I agree with your comments about the limitations of the more simplistic 'excellence'-based 'maturity'-models: as you say, the problem is that whilst they provide some kind of a metric, they don't really say anything about capability. The maturity-model that I use in my book "Doing Enterprise Architecture" focusses almost exclusively on capabilities and scope: specifically:

- 'what business are we in?' (context)
- 'clean up the mess' (horizontal integration)
- 'strategy to structure' (top-down)
- 'real-world impact' (bottom-up)
- 'dealing with the pain' (spiral-out, using mix-and-match of other capabilities)

Where I disagree with you is using money as the only measure of value, because frequently that will trap us into the common error of mistaking efficiency alone for 'effectiveness'. For real effectiveness, we need to link the architecture to all of the enterprise's values - not solely to money.

Richard Veryard said...

Many EAs share your opinion that "truly excellent EA takes less time and resource in the long run", but where are the metrics to support this opinion?

Anyway, the business case for EA may well be based on the claim that it will more than pay for itself "in the long run", but it is still necessary to have some form of cost control in the short term. Unless of course the EAs are willing to work for nothing, on a payment-by-results basis? (No, I thought not.)

In most organizations, costs and benefits don't always belong to the same cost centre. So although the total benefits may eventually outweigh the total costs, we still have to know what the costs are and how they are distributed.

So an immature EA organization says "one day you'll get back your investment in us, just wait and see". A mature EA organization is able to say "here's the evidence that you are now getting back your investment in us". And an excellent EA organization says "here's the evidence we have focused all EA activity to maximize cost-effectiveness".
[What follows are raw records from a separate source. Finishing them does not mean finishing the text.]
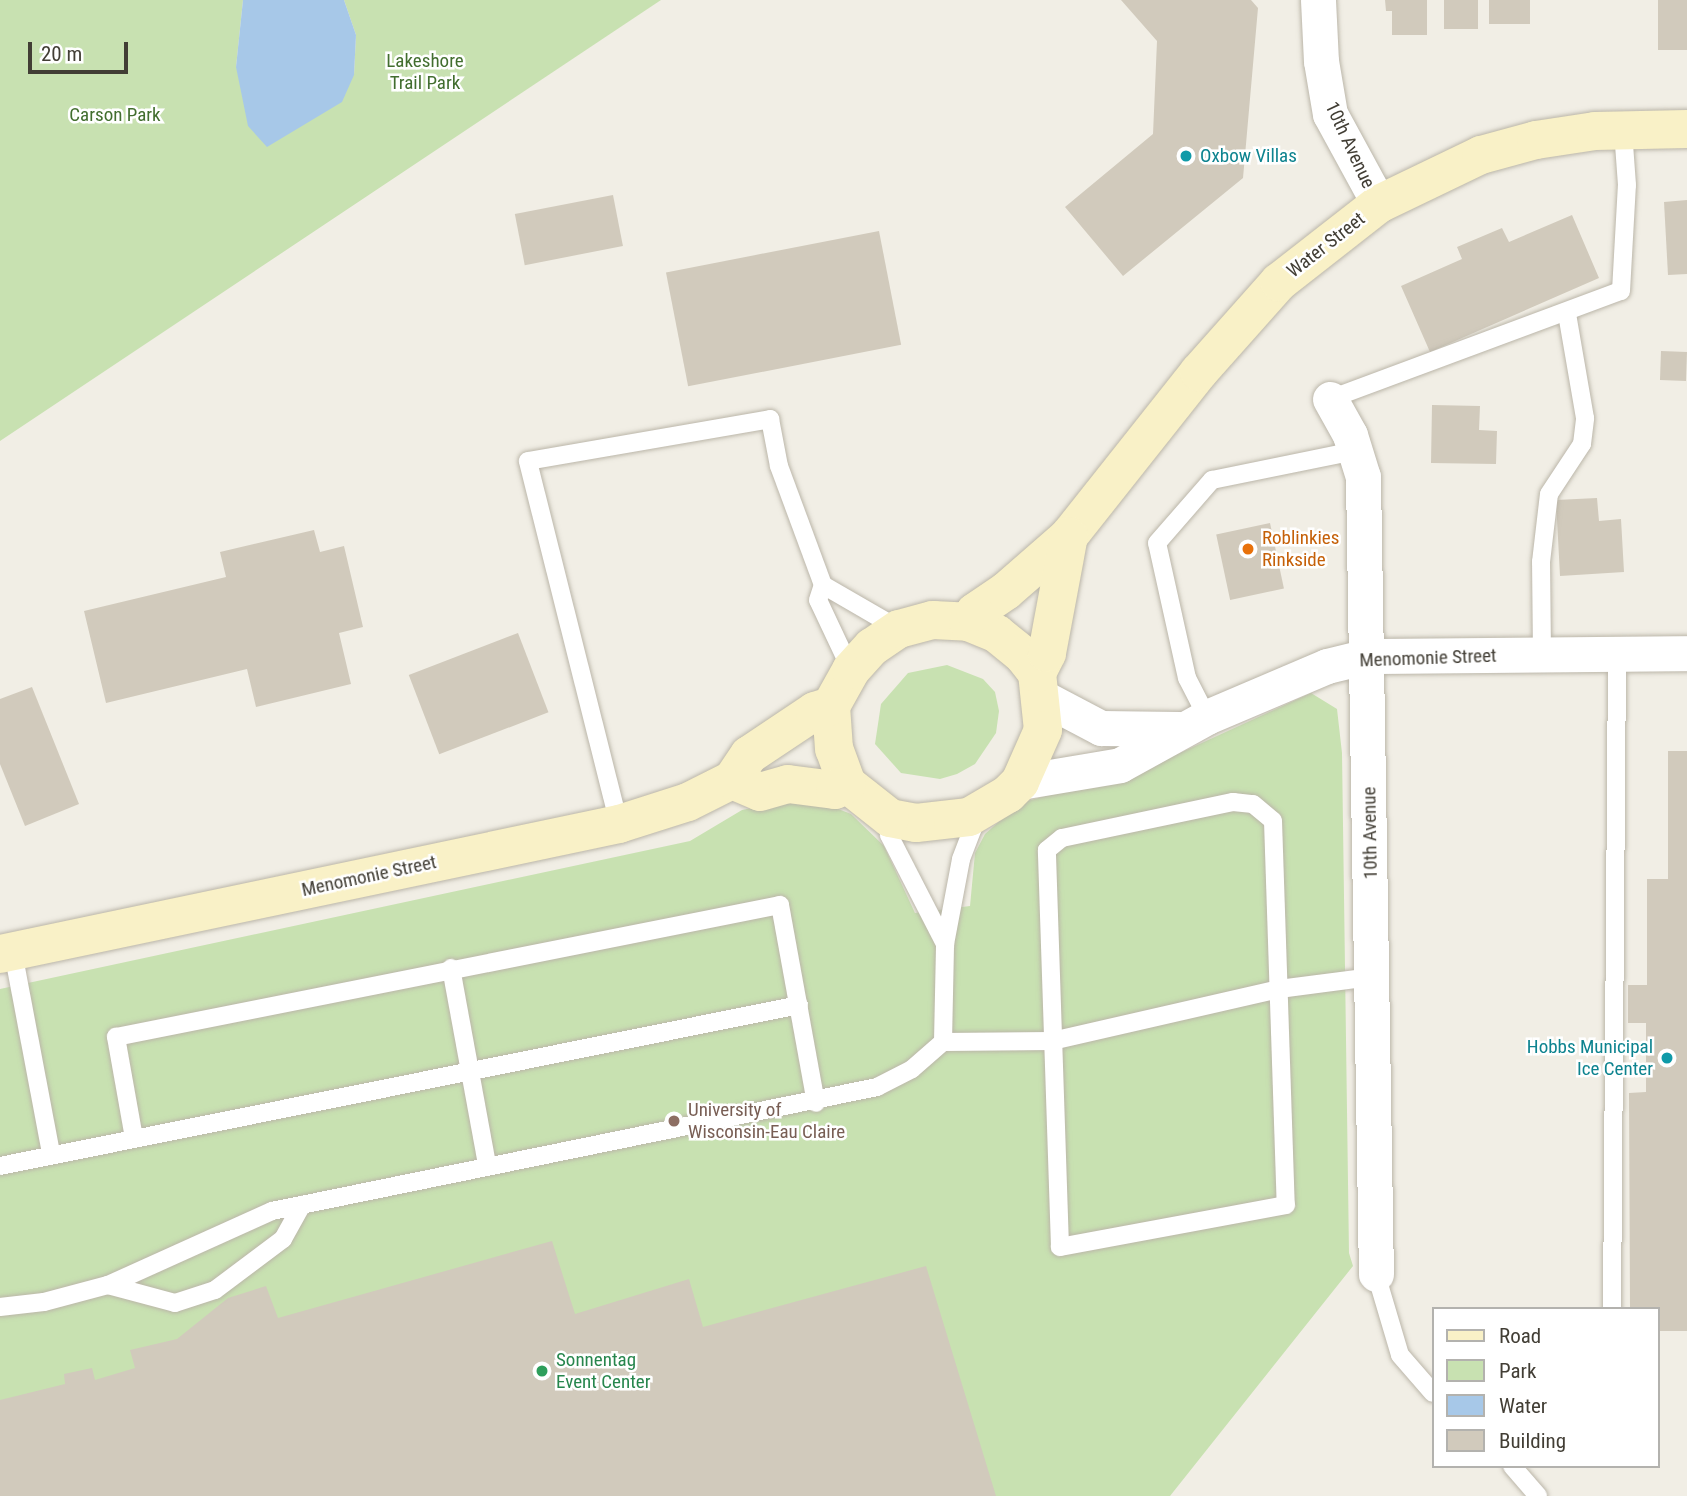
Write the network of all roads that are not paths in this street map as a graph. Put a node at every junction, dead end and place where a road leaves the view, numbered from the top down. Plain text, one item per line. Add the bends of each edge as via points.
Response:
1 (1318, 0) edge
2 (1687, 129) edge
3 (1623, 130) junction
4 (1379, 204) junction
5 (1567, 314) junction
6 (1330, 399) joint
7 (1355, 451) junction
8 (1069, 536) junction
9 (823, 585) junction
10 (968, 622) junction
11 (899, 629) junction
12 (1687, 653) edge
13 (1542, 654) junction
14 (1617, 654) junction
15 (1368, 656) junction
16 (851, 670) junction
17 (1040, 685) junction
18 (831, 706) junction
19 (1194, 723) junction
20 (732, 780) junction
21 (1020, 782) junction
22 (848, 784) junction
23 (969, 817) junction
24 (890, 818) junction
25 (619, 824) junction
26 (945, 944) junction
27 (6, 953) edge
28 (450, 968) junction
29 (1372, 977) junction
30 (1279, 989) junction
31 (799, 1005) junction
32 (1052, 1041) junction
33 (943, 1042) junction
34 (468, 1072) junction
35 (816, 1103) junction
36 (134, 1138) junction
37 (51, 1154) junction
38 (0, 1166) edge
39 (487, 1166) junction
40 (302, 1205) junction
41 (1376, 1274) joint
42 (108, 1285) junction
43 (0, 1307) edge
44 (1612, 1307) edge
45 (1426, 1371) edge
46 (1432, 1390) edge
47 (1514, 1468) edge
48 (1538, 1496) edge

1 - 4 street, 10th Avenue via 1321,61 1331,114
2 - 3 main road, Water Street
3 - 4 main road, Water Street via 1536,140 1481,155
3 - 5 lane via 1627,185 1621,291
4 - 8 main road, Water Street via 1279,282 1237,326
5 - 6 lane
5 - 13 lane via 1585,418 1582,444 1549,494 1541,562
6 - 7 street, 10th Avenue
7 - 15 street, 10th Avenue via 1363,477
7 - 19 lane via 1212,480 1157,543
8 - 10 main road, Water Street
8 - 17 main road, Water Street
9 - 11 lane
9 - 16 lane via 818,600
9 - 25 lane via 779,466 770,419 528,461
10 - 11 main road via 933,620
10 - 17 main road via 997,634
11 - 16 main road via 872,647
12 - 14 street, Menomonie Street
13 - 14 street, Menomonie Street
13 - 15 street, Menomonie Street
14 - 44 lane
15 - 19 street, Menomonie Street via 1327,666
15 - 29 street, 10th Avenue
16 - 18 main road
17 - 19 street, Menomonie Street via 1101,728
17 - 21 main road via 1043,730
18 - 20 main road, Menomonie Street via 815,711 749,755
18 - 22 main road via 834,749
19 - 21 street, Menomonie Street via 1120,765
20 - 22 main road via 760,792 788,785 835,790
20 - 25 main road, Menomonie Street via 688,802
21 - 23 main road
22 - 24 main road
23 - 24 main road via 916,823
23 - 26 lane via 972,830 961,859
24 - 26 lane via 889,835
25 - 27 main road, Menomonie Street
26 - 33 lane
27 - 37 lane
28 - 31 lane via 780,905
28 - 34 lane
28 - 36 lane via 116,1037
29 - 30 lane
29 - 41 street, 10th Avenue
30 - 32 lane
30 - 32 lane via 1273,821 1253,804 1233,802 1062,838 1047,850
30 - 32 lane via 1286,1205 1060,1247
31 - 34 lane
31 - 35 lane
32 - 33 lane
33 - 35 lane via 912,1069 877,1087
34 - 36 lane
34 - 39 lane
35 - 39 lane
36 - 37 lane
37 - 38 lane
39 - 40 lane
40 - 42 lane via 272,1211
40 - 42 lane via 283,1239 215,1290 175,1304
41 - 45 lane via 1400,1355
42 - 43 lane via 57,1300
45 - 46 lane
47 - 48 lane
My worry about the "cheaper than free" argument (whether for EA or for other kinds of quality management) is that it sends the wrong message in a world where the long run is never as important as the current crisis. What manager is going to devote resources to something that is supposed to be cheap? Surely we should be able to get it on the "never-never"?

Richard Veryard said...

If I ever imply that costs and benefits can only be measured in terms of money, then Tom would be right to slap my wrists. Costs include time and energy - people in organizations have finite attention and capacity for change, and even the most worthy initiative has to compete for management attention with all sorts of other initiatives. As for benefits, these can be measured in all sorts of ways.

But my point is this. If you can't find an objective way to reason about benefits, then you can't demonstrate that your EA is being effective at delivering these benefits.

Accountants and management consultants have developed ways of expressing all sorts of value in terms of money. If we don't like this, then we have to find some other way of expressing value.

Char said...

I am wondering if maturity models are the antithesis of Lean thinking. Increasingly feeling they are a dead end approach.